**Required action**
Search the data below for the word "БИКОВА" and report how many lines contain it, with no added words.

**Records to process**
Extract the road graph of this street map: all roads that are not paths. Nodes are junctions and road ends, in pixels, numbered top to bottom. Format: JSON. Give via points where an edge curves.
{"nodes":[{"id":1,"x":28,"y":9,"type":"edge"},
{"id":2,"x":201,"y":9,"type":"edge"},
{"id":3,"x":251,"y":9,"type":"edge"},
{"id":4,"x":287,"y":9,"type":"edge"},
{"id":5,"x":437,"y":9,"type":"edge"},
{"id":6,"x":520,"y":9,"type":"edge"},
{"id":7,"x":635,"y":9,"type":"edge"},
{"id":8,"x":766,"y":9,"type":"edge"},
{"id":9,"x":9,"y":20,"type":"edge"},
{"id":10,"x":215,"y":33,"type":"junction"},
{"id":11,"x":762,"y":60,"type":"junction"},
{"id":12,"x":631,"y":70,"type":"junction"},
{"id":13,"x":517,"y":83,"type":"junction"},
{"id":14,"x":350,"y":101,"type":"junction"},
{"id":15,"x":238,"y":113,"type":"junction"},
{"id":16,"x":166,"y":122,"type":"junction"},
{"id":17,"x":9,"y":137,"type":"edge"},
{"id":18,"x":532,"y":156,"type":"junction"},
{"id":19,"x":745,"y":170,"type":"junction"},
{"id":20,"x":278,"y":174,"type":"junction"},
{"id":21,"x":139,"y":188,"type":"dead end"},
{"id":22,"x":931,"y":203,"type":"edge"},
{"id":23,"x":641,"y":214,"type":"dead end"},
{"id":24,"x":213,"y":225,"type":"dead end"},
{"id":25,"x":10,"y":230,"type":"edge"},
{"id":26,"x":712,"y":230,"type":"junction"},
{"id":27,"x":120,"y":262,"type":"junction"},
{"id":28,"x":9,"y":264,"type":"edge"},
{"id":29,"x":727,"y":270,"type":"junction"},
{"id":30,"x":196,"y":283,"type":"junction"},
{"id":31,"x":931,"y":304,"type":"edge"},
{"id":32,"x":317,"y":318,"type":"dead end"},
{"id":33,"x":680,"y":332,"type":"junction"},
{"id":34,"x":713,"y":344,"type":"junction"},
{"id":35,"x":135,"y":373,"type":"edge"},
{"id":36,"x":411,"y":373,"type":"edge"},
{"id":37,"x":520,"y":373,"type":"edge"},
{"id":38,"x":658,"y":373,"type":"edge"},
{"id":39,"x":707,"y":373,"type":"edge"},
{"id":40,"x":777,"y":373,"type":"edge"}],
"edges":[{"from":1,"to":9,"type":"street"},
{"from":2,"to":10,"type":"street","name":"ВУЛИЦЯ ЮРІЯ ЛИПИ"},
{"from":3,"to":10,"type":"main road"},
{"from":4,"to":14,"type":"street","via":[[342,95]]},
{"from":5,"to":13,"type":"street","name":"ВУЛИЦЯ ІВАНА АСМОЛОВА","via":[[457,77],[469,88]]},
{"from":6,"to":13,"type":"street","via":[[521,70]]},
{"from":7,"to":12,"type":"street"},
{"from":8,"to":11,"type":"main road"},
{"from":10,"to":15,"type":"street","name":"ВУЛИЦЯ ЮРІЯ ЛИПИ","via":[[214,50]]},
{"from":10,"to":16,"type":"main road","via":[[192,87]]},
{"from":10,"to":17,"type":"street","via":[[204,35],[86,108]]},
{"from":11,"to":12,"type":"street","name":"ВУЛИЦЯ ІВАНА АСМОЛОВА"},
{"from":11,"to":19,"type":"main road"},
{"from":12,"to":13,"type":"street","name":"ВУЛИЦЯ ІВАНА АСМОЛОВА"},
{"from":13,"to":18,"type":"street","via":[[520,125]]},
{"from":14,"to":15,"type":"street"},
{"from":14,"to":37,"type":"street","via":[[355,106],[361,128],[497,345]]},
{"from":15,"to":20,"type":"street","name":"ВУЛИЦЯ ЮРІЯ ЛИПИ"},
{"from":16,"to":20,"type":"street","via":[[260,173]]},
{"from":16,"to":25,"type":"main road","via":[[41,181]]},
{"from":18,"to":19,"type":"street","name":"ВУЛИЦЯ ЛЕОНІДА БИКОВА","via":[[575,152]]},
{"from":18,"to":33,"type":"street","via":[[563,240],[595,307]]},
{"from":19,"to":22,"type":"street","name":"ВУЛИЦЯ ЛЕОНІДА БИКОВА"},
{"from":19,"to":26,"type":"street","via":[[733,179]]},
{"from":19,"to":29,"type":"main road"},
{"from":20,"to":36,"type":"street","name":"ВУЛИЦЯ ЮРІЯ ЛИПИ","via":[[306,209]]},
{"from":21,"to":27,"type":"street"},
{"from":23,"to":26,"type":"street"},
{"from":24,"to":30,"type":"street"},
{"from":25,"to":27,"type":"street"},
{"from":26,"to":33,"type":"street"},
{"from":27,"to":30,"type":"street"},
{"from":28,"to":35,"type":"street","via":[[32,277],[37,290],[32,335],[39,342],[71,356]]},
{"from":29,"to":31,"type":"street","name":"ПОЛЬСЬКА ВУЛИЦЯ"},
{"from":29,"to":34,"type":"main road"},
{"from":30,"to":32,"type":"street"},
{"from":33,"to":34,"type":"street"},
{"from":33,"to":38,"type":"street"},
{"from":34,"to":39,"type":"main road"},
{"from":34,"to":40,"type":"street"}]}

**Your solution**
2